Sobre Luis XIV cae la responsabilidad de los comienzos, hacia los 1670s, del nacionalismo alemán. En tierras alemanas, la resistencia a la hegemonía francesa se convirtió, de mero caldo de cultivo del nacionalismo, en una fuerza social y política.

Ajuicio de Berlín, «tarde o temprano, la reacción violenta se desata con una fuerza incontenible que hace surgir las preguntas nacionalistas: ¿por qué estar sometidos a los que ocupan militarmente nuestro territorio?, ¿qué derecho tienen?...».

El universalismo ilustrado era, en el siglo XVIII, la doctrina del país más poderoso, Francia. No hay que admirarse, de que el resto de los países en Europa, y Estados Unidos incluido, se intentara emular la brillante Cultura francesa de la época.
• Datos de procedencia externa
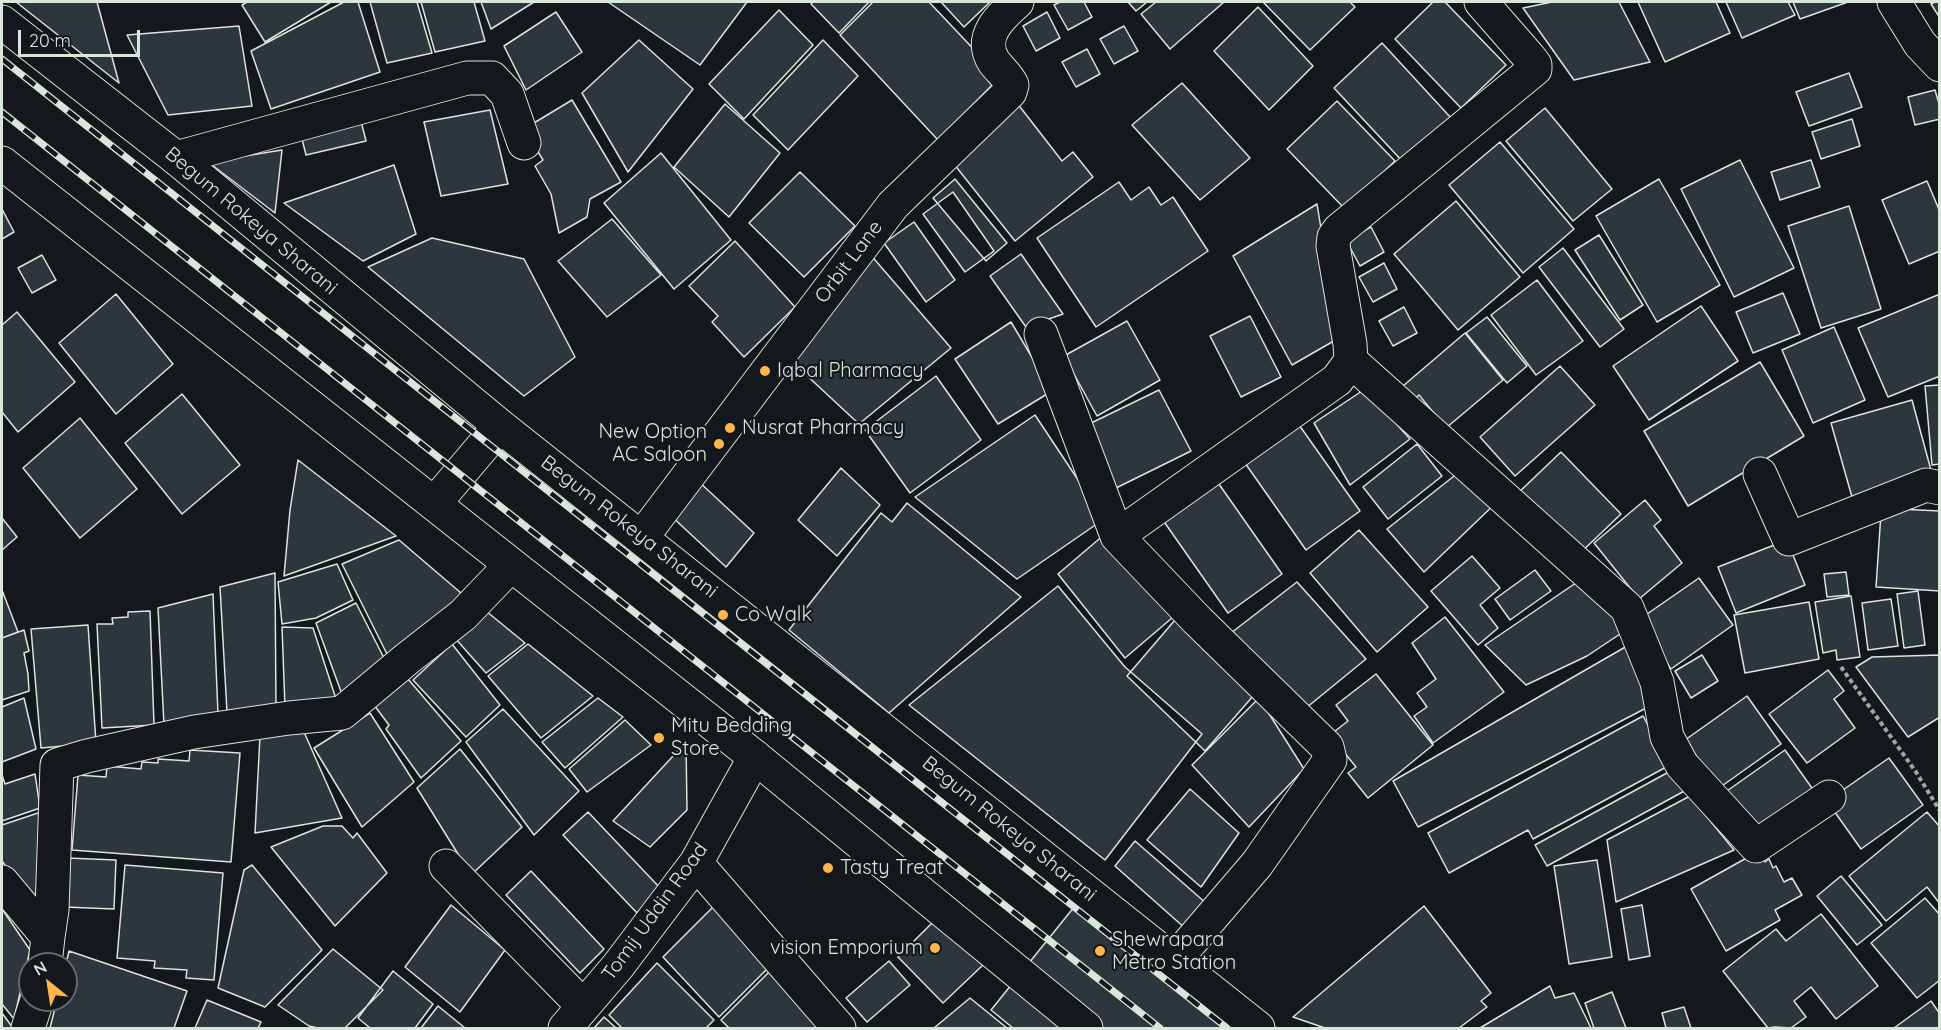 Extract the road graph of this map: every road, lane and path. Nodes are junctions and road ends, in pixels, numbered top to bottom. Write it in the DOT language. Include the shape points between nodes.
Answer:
graph roads {
  1 [pos="1017,2"];
  2 [pos="1480,2"];
  3 [pos="1894,2"];
  4 [pos="2,22"];
  5 [pos="1940,65"];
  6 [pos="524,143"];
  7 [pos="176,158"];
  8 [pos="2,163"];
  9 [pos="1041,334"];
  10 [pos="1351,361"];
  11 [pos="500,426"];
  12 [pos="1760,474"];
  13 [pos="1940,488"];
  14 [pos="434,504"];
  15 [pos="1117,536"];
  16 [pos="642,537"];
  17 [pos="510,566"];
  18 [pos="1841,668"];
  19 [pos="755,757"];
  20 [pos="1829,797"];
  21 [pos="1940,811"];
  22 [pos="696,863"];
  23 [pos="446,866"];
  24 [pos="2,882"];
  25 [pos="46,950"];
  26 [pos="1174,961"];
  27 [pos="33,1012"];
  28 [pos="574,1018"];
  29 [pos="28,1029"];
  30 [pos="839,1029"];
  31 [pos="1086,1029"];
  32 [pos="1258,1029"];
  1 -- 16 [label="street, Orbit Lane" via="993,27 988,39 994,61 1012,85 1010,92 893,204"];
  2 -- 10 [label="street" via="1535,69 1334,237"];
  3 -- 5 [label="street" via="1920,44"];
  4 -- 7 [label="street, Begum Rokeya Sharani"];
  6 -- 7 [label="street" via="507,94 492,78 467,78"];
  7 -- 11 [label="street, Begum Rokeya Sharani"];
  8 -- 14 [label="street"];
  9 -- 15 [label="street"];
  10 -- 15 [label="street" via="1337,380"];
  10 -- 20 [label="street" via="1627,608 1657,682 1667,737 1682,765 1756,846"];
  11 -- 14 [label="street"];
  11 -- 16 [label="street, Begum Rokeya Sharani"];
  12 -- 13 [label="street" via="1789,539 1926,486"];
  14 -- 17 [label="street"];
  15 -- 26 [label="street" via="1327,747 1330,756 1257,864"];
  16 -- 26 [label="street, Begum Rokeya Sharani"];
  17 -- 19 [label="street"];
  17 -- 25 [label="street" via="464,615 342,713 194,732 57,765 52,910"];
  18 -- 21 [label="path"];
  19 -- 22 [label="street, Tomij Uddin Road"];
  19 -- 31 [label="street"];
  22 -- 28 [label="street, Tomij Uddin Road"];
  22 -- 30 [label="street"];
  23 -- 28 [label="street"];
  24 -- 25 [label="street"];
  26 -- 32 [label="street, Begum Rokeya Sharani"];
  27 -- 29 [label="street"];
}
El escritor radical ruso Alexandr Herzen20 creía que la idea ilustrada de un progreso continuo para la Humanidad era una fantasía, y protestó contra las nuevas idolatrías, las abstracciones de la clase social, contra la inmolación del presente en aras de un futuro incierto que, presuntamente, conduciría a una Arcadia feliz, el infalible Partido comunista o la marcha de la Historia.

Los históricamente originarios nacionalistas, los alemanes, combinaban el orgullo cultural herido y una visión histórico-filosófica para restañar las heridas y crear un foco interior de resistencia. Primero, surgió un pequeño grupo de ilustrados y descontentos francófobos. A mediados del siglo XIX, las aspiraciones de unidad política y autogobierno de alemanes e italianos parecían encaminarse hacia su realización.
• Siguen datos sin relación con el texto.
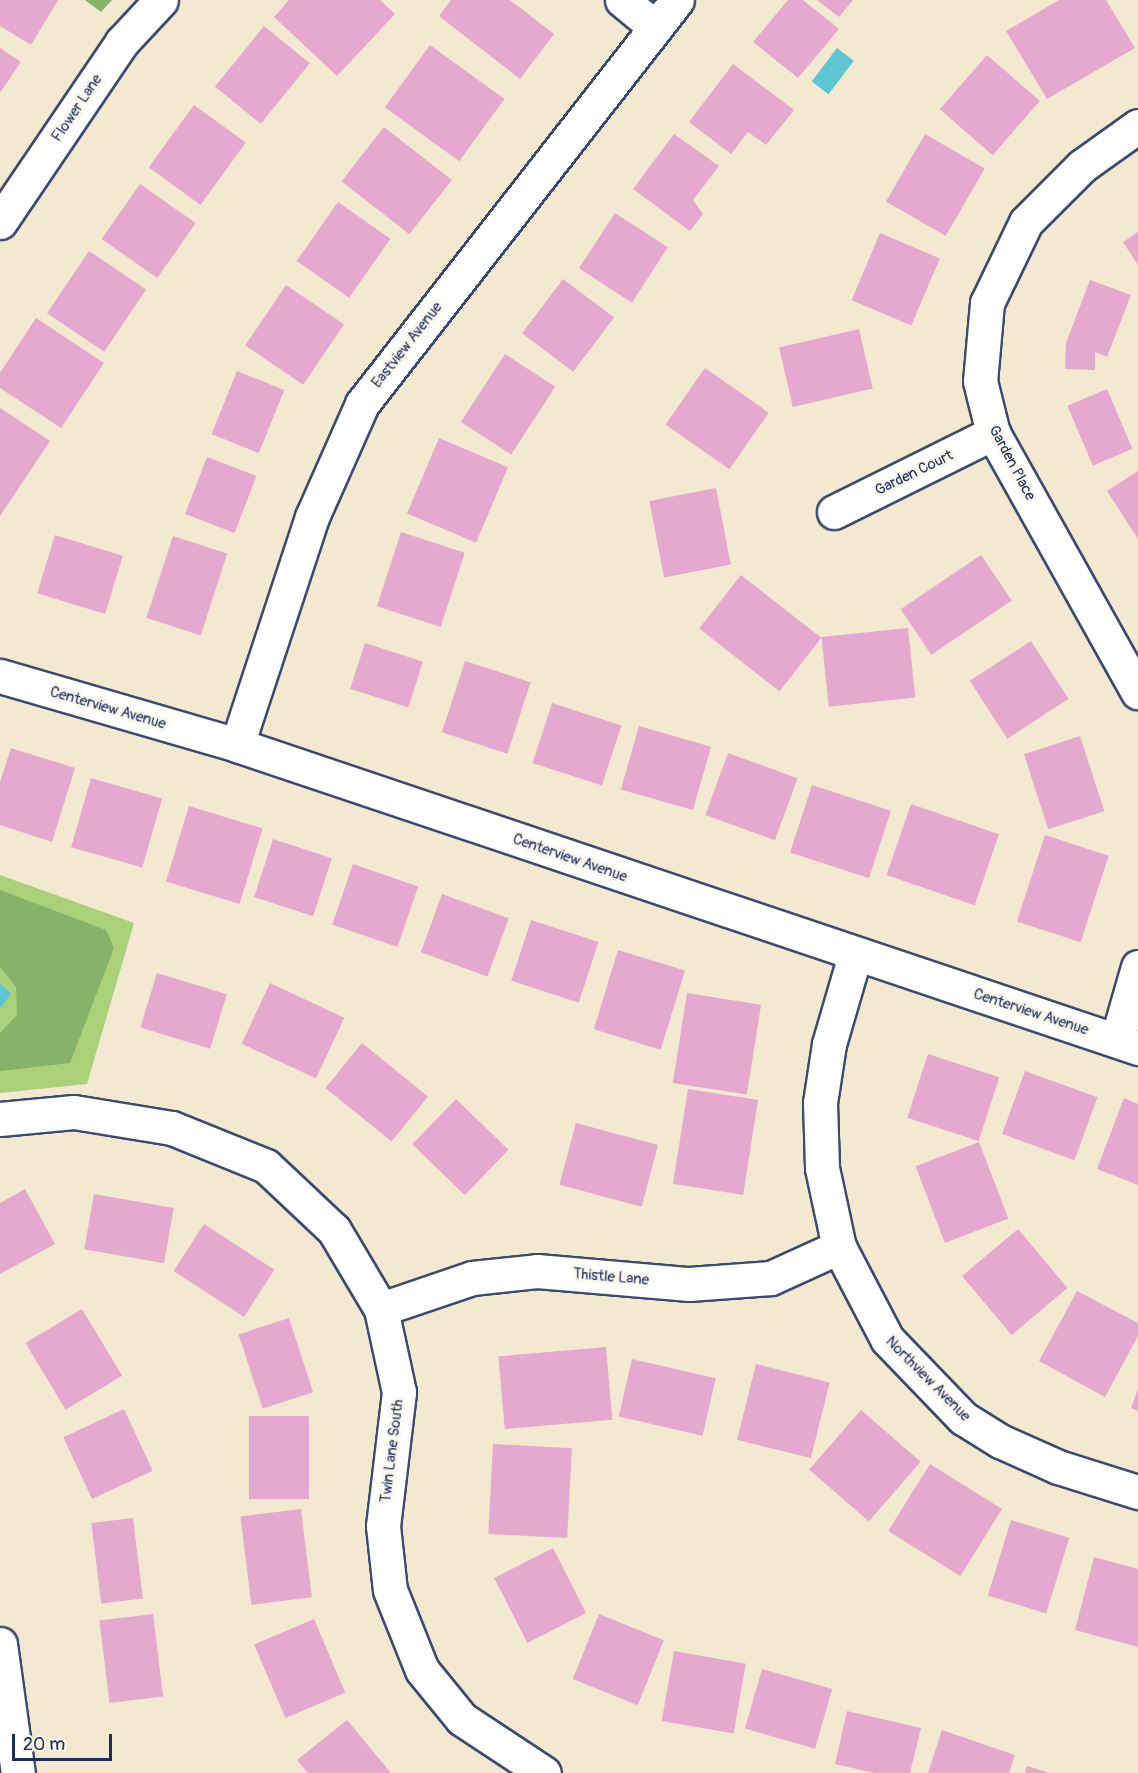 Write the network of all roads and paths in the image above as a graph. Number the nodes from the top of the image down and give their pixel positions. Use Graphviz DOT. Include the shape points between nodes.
graph roads {
  1 [pos="161,0"];
  2 [pos="622,0"];
  3 [pos="677,0"];
  4 [pos="655,27"];
  5 [pos="1138,126"];
  6 [pos="0,222"];
  7 [pos="993,434"];
  8 [pos="834,512"];
  9 [pos="0,676"];
  10 [pos="1138,692"];
  11 [pos="237,746"];
  12 [pos="855,955"];
  13 [pos="1138,967"];
  14 [pos="1128,1044"];
  15 [pos="0,1119"];
  16 [pos="839,1247"];
  17 [pos="381,1309"];
  18 [pos="1138,1492"];
  19 [pos="0,1644"];
  20 [pos="18,1773"];
  21 [pos="544,1773"];
  1 -- 6 [label="street, Flower Lane" via="122,42"];
  2 -- 4 [label="street"];
  3 -- 4 [label="street, Eastview Avenue"];
  4 -- 11 [label="street, Eastview Avenue" via="362,404 312,517"];
  5 -- 7 [label="street, Garden Place" via="1082,166 1026,222 987,303 980,381"];
  7 -- 8 [label="street, Garden Court"];
  7 -- 10 [label="street, Garden Place"];
  9 -- 11 [label="street, Centerview Avenue"];
  11 -- 12 [label="street, Centerview Avenue"];
  12 -- 14 [label="street, Centerview Avenue"];
  12 -- 16 [label="street, Northview Avenue" via="829,1044 820,1103 822,1168"];
  13 -- 14 [label="street"];
  15 -- 17 [label="street, Twin Lane South" via="74,1112 172,1128 266,1166 334,1230"];
  16 -- 17 [label="street, Thistle Lane" via="771,1278 689,1284 537,1271 472,1278"];
  16 -- 18 [label="street, Northview Avenue" via="886,1339 963,1418 1058,1467"];
  17 -- 21 [label="street, Twin Lane South" via="399,1392 383,1526 390,1590 422,1670 462,1719"];
  19 -- 20 [label="street"];
}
Después vendrían Italia, Polonia y Rusia; a continuación, las nacionalidades balcánicas y bálticas e Irlanda y, desde la debacle en las dos Guerras mundiales hasta nuestros días21, las repúblicas y dictaduras de Asia y África así como las revueltas nacionalistas de grupos étnicos regionales en Flandes, Córcega, Quebec, País Vasco y Cataluña, Chipre, Kurdistán, Chechenia incluso en Bretaña y Escocia y quién sabe dónde más.

El caso es que nadie creyó más en la universalidad que los marxianos: Lenin, Trotski y los revolucionarios de 1917 se veían a sí mismos como discípulos de la Ilustración, puestos al día por Marx. En favor de Stalin habría que decir que, si bien al precio de asesinar a cuarenta millones de personas, mantuvo los nacionalismos rusos bajo control, evitando que la Babel étnica estallara en forma de anarquía. Ciertamente, mantuvo controlados los nacionalismos, pero no acabó con ellos. Hasta el extremo de que, al hacer crisis, en 1989, la Unión Soviética, resurgieran los nacionalismos oprimidos.
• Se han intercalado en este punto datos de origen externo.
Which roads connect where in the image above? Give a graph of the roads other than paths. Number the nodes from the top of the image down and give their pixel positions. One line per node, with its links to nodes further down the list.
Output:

Para los marxistas y otros socialistas radicales, el sentimiento nacional era una suerte de falsa conciencia22, una ideología generada por la dominación económica de la burguesía en alianza con los restos de la aristocracia. El control de la situación por parte de éstas descansaba, a su vez, en la explotación de la fuerza laboral del proletariado. En términos marxianos, la lucha de clases acabaría con la muerte del capitalismo; con ella desaparecería la ideología de los sentimientos nacionales. Los marxistas dejaban abierto que pudieran sobrevivir las diferencias nacionales; pero, de forma semejante a las características étnicas y locales, se verían superadas por la solidaridad de clase de los obreros del mundo. Los marxistas creían que el nacionalismo era un producto efímero de las frustraciones del anhelo humano de autodeterminación. Se daba por descontado que el nacionalismo desaparecería con sus causas: éstas serían arrasadas por el avance irresistible de la Ilustración –victoria de la razón y del progreso material–, expresión de los cambios en las fuerzas y relaciones de producción. Tarde o temprano se lograría la plena y universal realización de las potencialidades humanas. En los círculos del Movimiento Obrero y de los Partidos socialistas se pensaba que las reivindicaciones de los nacionalismos tenderían a perder importancia.

Al término de la Primera guerra mundial, hacia 1919, el principio del derecho al autogobierno nacional parecía universalmente aceptado. El Tratado de Versalles reconocía el derecho a la independencia nacional y, con ello, se pensaba que era una respuesta adecuada a la cuestión de las nacionalidades. Se consideraba que el nacionalismo era una patología de una conciencia nacional herida en respuesta a la opresión y que, con la desaparición de ésta, se desvanecería. Tanto liberales como socialistas daban por descontado que, habida cuenta de que se estaba en vías de que fueran curadas las heridas infligidas a las naciones, con el tiempo y la descolonización acabaría esfumándose el nacionalismo.

La autodeterminación cultural sin un Estado nacional propio es precisamente ahora el problema y no sólo en el Éste de Europa. España tiene a vascos y catalanes; Gran Bretaña a los escoceses y norirlandeses; Italia a la Lombardía; Francia a la Isla de Córcega; Canadá a los quebequenses, Bélgica a los flamencos; Israel a los palestinos, y así sucesivamente.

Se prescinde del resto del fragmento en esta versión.